A force de lire son nom sur les pochettes de la majeure partie de notre discothèque, on avait fini par croire Steve Albini immortel. En bon punk qui se respecte, le frontman de Shellac nous avait pourtant prévenu : ne vous attachez pas trop à vos idoles. Même quand l’une d’entre elle a produit (ou enregistré, plutôt) certains des plus grands disques des Pixies, Nirvana, PJ Harvey, Slint, Mogwai, Godspeed You! Black Emperor, Low, Ty Segall, Om, Sunn O))), Joanna Newsom, Scout Niblett et tant d’autres artistes brillants que l’on ne pourrait tous citer.
Steve Albini nous a quittés le 7 mai dernier, terrassé par une attaque cardiaque. Alors que nous n’avions même pas fini de sécher nos larmes, voici que sort un ultime album de Shellac. Fidèle à son blues-hardcore brut de décoffrage, le power trio formé avec Bob Weston et Todd Trainer a eu le temps d’usiner dix nouveaux morceaux souvent brefs. Rageur, intransigeant, narquois et sarcastique, “To All Trains“ demeure bien vivant et ne s’embête même pas à revenir d’outre-tombe.
Steve Albini l’a régulièrement avoué en interviews, il n’a jamais aimé enregistré les voix, à commencer par la sienne. On a l’impression de l’entendre vociférer dans une pièce adjacente sur “At Action Park“, le premier disque de Shellac. Ses enregistrements de David Yow donnaient l’impression de le bâillonner dans le mix des disques de Jesus Lizard, et la voix de Black Francis ne sera jamais aussi fantomatique que sur “Surfer Rosa“ des Pixies. Pourtant, dès les premiers notes anguleuses et métalliques de “Wsod“, Tonton Steve n’a jamais beuglé aussi clairement dans son micro.

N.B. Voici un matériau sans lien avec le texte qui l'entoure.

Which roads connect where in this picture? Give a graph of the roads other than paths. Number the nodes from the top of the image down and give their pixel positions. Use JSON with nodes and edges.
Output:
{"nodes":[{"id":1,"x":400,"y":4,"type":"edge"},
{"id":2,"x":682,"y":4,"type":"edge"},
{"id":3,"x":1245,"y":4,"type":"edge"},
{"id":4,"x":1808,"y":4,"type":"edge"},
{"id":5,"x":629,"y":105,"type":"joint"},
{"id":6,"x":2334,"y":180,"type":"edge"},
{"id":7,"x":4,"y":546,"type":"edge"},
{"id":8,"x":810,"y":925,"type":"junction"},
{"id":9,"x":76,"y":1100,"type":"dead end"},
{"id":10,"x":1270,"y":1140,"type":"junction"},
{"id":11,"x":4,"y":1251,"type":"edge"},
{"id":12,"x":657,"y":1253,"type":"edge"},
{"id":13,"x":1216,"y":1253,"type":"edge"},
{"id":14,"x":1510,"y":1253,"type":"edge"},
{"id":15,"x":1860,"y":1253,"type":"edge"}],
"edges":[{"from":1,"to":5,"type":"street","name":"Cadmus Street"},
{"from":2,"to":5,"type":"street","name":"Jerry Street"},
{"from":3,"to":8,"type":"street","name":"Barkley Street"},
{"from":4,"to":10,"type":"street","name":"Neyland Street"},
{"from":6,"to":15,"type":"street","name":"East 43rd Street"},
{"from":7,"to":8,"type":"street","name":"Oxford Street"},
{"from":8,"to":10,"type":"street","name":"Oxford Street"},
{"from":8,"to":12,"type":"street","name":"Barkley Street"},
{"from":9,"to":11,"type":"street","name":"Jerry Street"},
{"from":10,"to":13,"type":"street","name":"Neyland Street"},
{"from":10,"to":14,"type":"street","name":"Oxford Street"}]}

Pour une fois, on n’ira pas chercher les textes de Shellac sur internet pour décrypter leur humour lucide et imparable. Les invectives au chanteur postier décrit sur “Girl from Outside“ virent benoîtement vers l’absurde. Nos amis canins sont à l’honneur au détour de ce « These Days were dogs distrayed by their assholes » entendu sur “Days Are Dogs“. On rigole bêtement de ce « Scabby The Rat / Cooks all your potatoes / Is twelve Feet Tall » déclamé avec hargne et expédié en 1 minute et 46 secondes. Un grand-huit incongru qui aplanit nos oreilles jusqu’à sa conclusion.
Shellac, c’est aussi Steve Albini et Bob Weston qui naviguent entre vélocité et masse sonore. La guitare touche parfois à l’ascèse avant de vous enrouler du barbelé autour de l’oreille. Une réponse en forme de bras de fer au mitraillage opiniâtre, indéfectible et hypnotique de la basse. Coincé au milieu, Todd Trainer tape très fort sur ces fûts et tient les morceaux avec un rythme implacable.
L’immense “I Don’t Fear Hell” termine sur une séance de désaccordage distordue et on entend Steve Albini déclamer « If there is a heaven, I hope they’re having fun / Cause if there’s a hell, I’m gonna know everyone ». Par respect pour l’intransigeance de l’artiste, on évitera de ranger ces quelques mots dans un catalogue de citations pour personnes naïves en manque de mantra optimiste.